Un scanner de contrôle a été réalisé 15 jours après l'admission, montrant un pseudo-anévrisme géant de l'artère splénique, probablement lié à une nécrose tumorale et/ou à une pancréatite aiguë. Compte tenu de la situation oncologique actuelle de la patiente, il a été décidé, en collaboration avec l'unité de radiologie vasculaire, de procéder à une embolisation de la lésion le lendemain du diagnostic.
Après la procédure, la somatostatine a été suspendue, le saignement s'est arrêté et la patiente a progressivement toléré un régime pauvre en graisses avec des selles sans restes pathologiques, présentant une bonne évolution clinique et subjective. Elle est sortie de l'hôpital pour continuer à être suivie par notre hôpital de jour d'oncologie médicale.

Évolution
Antécédents oncologiques depuis la sortie de l'hôpital
La patiente a continué à être suivie à la clinique externe de l'hôpital de jour d'oncologie médicale. Suite à la progression radiologique du nodule pancréatique après le traitement initial, elle a commencé un traitement de deuxième ligne par gemcitabine-abraxane, produisant une réponse clinique et radiologique complète de l'adénopathie sus-claviculaire gauche, maintenant la réponse de décembre 2010 à juillet 2011, lorsque la progression pancréatique s'est produite. Il a commencé à recevoir du GEMOX tous les quinze jours à partir d'octobre 2012, avec une réponse partielle jusqu'en juillet 2013, date à laquelle il a présenté une progression de la tumeur pancréatique à l'IRM avec une atteinte rétropéritonéale et des métastases hépatiques dans le segment IVB ainsi que des signes de carcinomatose.
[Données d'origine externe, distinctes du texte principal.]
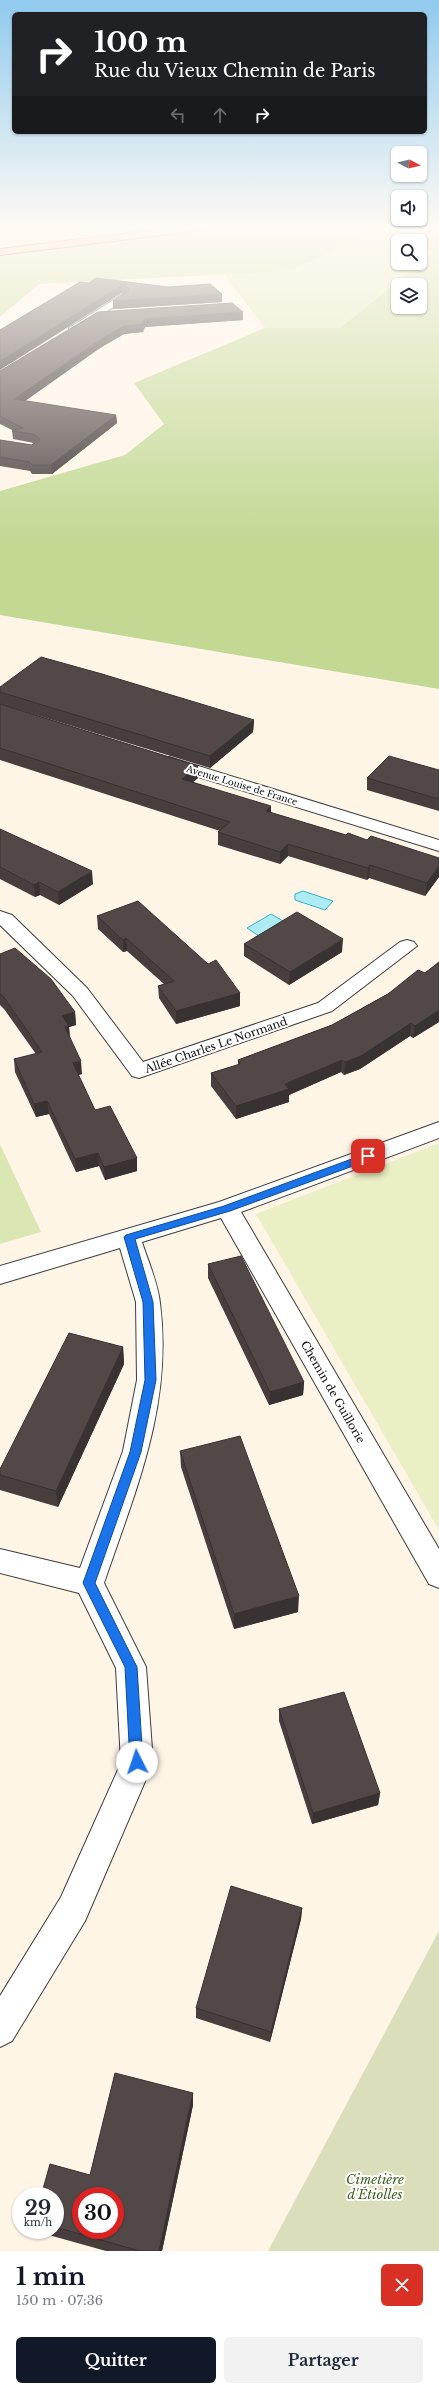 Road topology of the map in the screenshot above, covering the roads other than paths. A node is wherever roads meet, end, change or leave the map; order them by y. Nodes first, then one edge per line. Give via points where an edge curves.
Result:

Elle a continué à être surveillée jusqu'en juin 2014, date à laquelle le scanner a montré une croissance de la lésion pancréatique et une progression de la carcinomatose péritonéale. On a constaté une augmentation des adénopathies cervicales et sus-claviculaires et une dilatation des voies biliaires. Depuis lors, elle a été traitée par FOLFIRI, le dernier cycle ayant eu lieu le 26/9/2015. L'IRM du 27/10/2014 a montré : une tumeur nécrosée dans le corps et infiltrant la queue, de taille similaire au scanner précédent, bien qu'elle ait augmenté par rapport à l'IRM précédente.

Infiltration vasculaire avec circulation collatérale, varices œsophagiennes. Elle englobe l'aorte et provoque une sténose des artères rénales. Dilatation marquée des voies biliaires intrahépatiques et extrahépatiques. Carcinomatose péritonéale en progression. Adénopathies rétrocrurales nouvellement développées. Mise en place d'une prothèse biliaire le 14/11/2014.

Le 14/1/2015, cinq ans après le pseudo-anévrisme de l'artère splénique traité par embolisation, le patient s'est présenté au service d'oncologie avec une ascite et des douleurs abdominales d'apparition récente, accompagnées d'une malnutrition sévère. Au vu des résultats cliniques et analytiques, après avoir discuté de la situation actuelle avec le patient, un traitement de soutien a été proposé, orientant le patient vers des soins symptomatiques à domicile sous la supervision de l'équipe de soutien à domicile de la région (ESAD).